The three scouts looked at each other. Then, in perfect unison: "No." Dıscover more novels at ⓝovelFire.net

"Can we negotiate with this human?"

"He let us go when he could have killed us," the second scout admitted. "So... maybe? But also he’s insane. Hard to negotiate with insane."

"Can we live in this forest with this human and avoid conflict?"

The first scout shook its head violently. "He protects the refugees. We attack refugees. He killed our alpha for attacking refugees. Math says we’ll fight again. Math says we’ll lose again."

Elder Gray-Tail nodded slowly. "Then we migrate."

"WHAT?!" half the council exploded.

"We’re running away?!" Elder Three-Claw stood up, fur bristling. "From one human?! We’re three hundred strong!"
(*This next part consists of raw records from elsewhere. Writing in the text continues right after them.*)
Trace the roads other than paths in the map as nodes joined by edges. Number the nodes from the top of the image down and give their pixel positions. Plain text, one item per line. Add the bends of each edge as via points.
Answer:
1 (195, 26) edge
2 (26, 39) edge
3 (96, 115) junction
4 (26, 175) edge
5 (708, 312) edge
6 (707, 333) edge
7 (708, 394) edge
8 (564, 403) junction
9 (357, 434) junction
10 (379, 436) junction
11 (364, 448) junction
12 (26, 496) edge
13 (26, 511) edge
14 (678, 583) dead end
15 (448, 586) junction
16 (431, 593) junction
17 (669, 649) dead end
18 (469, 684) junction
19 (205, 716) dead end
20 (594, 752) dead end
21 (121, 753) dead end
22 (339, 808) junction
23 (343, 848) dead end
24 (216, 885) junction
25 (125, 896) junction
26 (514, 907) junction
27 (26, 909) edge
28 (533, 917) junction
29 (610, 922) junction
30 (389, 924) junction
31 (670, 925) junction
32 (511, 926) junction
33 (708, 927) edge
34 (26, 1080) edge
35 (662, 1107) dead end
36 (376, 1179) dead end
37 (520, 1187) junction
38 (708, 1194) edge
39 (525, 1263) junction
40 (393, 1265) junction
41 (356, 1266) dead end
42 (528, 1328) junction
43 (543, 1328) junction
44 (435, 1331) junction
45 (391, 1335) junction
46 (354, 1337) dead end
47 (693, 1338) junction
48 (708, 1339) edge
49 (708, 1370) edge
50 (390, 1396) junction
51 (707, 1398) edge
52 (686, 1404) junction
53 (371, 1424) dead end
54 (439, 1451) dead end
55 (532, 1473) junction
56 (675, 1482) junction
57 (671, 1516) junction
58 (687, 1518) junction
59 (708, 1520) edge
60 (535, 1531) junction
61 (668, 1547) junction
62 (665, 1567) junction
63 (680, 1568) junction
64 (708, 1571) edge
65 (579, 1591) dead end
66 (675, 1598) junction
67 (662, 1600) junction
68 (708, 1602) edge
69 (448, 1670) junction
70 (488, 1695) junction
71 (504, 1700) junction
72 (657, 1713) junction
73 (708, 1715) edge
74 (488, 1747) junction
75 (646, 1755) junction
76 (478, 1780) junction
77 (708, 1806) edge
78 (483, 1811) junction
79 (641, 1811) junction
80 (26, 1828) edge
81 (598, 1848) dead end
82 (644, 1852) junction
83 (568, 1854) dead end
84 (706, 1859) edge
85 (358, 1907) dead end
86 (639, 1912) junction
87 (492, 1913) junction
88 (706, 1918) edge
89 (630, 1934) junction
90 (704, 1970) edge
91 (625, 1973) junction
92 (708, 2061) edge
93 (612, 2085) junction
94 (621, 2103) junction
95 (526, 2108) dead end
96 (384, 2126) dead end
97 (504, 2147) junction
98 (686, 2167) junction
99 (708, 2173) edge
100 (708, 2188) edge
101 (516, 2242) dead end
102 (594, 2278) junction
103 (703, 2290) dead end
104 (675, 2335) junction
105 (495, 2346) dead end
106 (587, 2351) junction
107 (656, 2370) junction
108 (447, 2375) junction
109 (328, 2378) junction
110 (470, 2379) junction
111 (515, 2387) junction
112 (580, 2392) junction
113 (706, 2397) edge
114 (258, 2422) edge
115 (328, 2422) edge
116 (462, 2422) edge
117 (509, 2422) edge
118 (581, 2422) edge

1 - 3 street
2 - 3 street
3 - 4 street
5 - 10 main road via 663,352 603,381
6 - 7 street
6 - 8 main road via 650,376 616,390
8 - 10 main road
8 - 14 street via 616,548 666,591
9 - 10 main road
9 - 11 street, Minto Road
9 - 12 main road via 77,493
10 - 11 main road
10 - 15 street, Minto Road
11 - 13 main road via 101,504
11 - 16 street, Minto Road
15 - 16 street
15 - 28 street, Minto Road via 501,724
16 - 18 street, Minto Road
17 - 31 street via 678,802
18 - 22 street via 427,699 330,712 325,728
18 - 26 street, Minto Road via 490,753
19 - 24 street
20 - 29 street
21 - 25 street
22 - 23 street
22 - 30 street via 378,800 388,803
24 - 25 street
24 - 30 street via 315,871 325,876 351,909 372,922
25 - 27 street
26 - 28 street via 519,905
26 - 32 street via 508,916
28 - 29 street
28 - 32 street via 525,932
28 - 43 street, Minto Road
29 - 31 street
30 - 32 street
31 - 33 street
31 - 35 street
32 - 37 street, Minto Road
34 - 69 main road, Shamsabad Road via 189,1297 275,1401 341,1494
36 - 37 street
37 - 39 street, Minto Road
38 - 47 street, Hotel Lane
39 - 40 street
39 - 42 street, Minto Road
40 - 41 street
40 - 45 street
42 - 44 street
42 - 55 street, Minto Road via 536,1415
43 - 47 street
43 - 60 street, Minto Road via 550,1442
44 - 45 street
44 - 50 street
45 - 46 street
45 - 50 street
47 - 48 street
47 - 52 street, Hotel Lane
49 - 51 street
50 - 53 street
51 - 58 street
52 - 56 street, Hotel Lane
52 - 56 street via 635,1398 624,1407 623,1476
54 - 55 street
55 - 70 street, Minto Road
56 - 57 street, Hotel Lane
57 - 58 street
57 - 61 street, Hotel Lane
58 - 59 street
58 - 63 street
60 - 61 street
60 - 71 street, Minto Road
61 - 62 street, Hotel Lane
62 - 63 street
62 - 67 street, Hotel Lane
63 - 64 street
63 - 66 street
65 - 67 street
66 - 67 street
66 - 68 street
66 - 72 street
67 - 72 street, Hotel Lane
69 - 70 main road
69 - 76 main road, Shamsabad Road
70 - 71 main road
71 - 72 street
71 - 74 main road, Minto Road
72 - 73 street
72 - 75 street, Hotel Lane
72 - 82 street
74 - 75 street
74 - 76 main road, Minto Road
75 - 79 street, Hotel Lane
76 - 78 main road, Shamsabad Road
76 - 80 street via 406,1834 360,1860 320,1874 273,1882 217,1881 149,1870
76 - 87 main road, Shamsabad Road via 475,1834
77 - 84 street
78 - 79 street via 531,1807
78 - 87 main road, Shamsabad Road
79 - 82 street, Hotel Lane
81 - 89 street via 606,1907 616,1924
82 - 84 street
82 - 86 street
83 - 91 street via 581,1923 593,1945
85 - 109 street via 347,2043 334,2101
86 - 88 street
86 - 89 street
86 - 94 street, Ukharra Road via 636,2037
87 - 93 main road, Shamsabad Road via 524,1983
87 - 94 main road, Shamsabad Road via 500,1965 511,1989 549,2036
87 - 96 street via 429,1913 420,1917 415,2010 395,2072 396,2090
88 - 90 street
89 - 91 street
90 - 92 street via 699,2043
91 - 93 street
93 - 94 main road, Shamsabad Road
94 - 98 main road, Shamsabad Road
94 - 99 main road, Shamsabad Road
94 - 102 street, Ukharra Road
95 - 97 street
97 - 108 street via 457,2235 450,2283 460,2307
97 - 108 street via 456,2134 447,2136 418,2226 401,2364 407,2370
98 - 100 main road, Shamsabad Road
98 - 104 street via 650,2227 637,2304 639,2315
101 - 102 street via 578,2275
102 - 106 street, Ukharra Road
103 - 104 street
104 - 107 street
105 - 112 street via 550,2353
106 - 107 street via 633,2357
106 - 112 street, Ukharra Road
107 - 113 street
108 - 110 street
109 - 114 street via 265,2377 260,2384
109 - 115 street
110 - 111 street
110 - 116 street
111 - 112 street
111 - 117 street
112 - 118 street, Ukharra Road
"And he killed our strongest fighter in single combat while injured," Gray-Tail said calmly. "While bleeding from multiple wounds. While protecting mortals. While apparently being clinically insane." The old squirrel’s one eye swept the council. "I’ve survived two hundred years by knowing when to fight and when to run. This is a ’run’ situation."

"Is just territory. We can find more. We can’t replace lives." Gray-Tail’s voice went hard. "The Pine Forest, past the Twin Rivers. It’s unclaimed. We leave at dawn. All in favor?"

Silence. Then, slowly, paws raised. One by one. Until all twelve council members had voted.

"Pack everything," Gray-Tail ordered. "Food stores, young ones, injured. We travel fast and we travel quiet. And we spread the word."

"That the eastern forest belongs to the shadow human now. That he makes copies. That he kills alphas. That he’s either insane or brilliant or both. That anyone smart avoids him." Gray-Tail’s whiskers twitched. "We’re not the first group to run from a dangerous cultivator. We won’t be the last. But we’ll be alive."

By nightfall, the Red-Maple Shadow Squirrel swarm was gone. Three hundred squirrels melting into the forest like they’d never been there. Heading west with everything they owned and a healthy dose of trauma.

And everywhere they went, they told other spirit beasts the same story. With growing embellishments.

"He made TEN copies of himself!"

"He killed the alpha with ONE strike!"

"He ATE the beast core!"

"He’s TWELVE FEET TALL!"

By the time the story spread through three territories, Hunter had become a legend. The Shadow Master.

But that was Future Hunter’s problem.

Present Hunter was unconscious, bleeding, possibly dying from soul fragmentation, and blissfully unaware that he’d just become the eastern forest’s newest local legend by being too stubborn to lose a fight he had no business winning.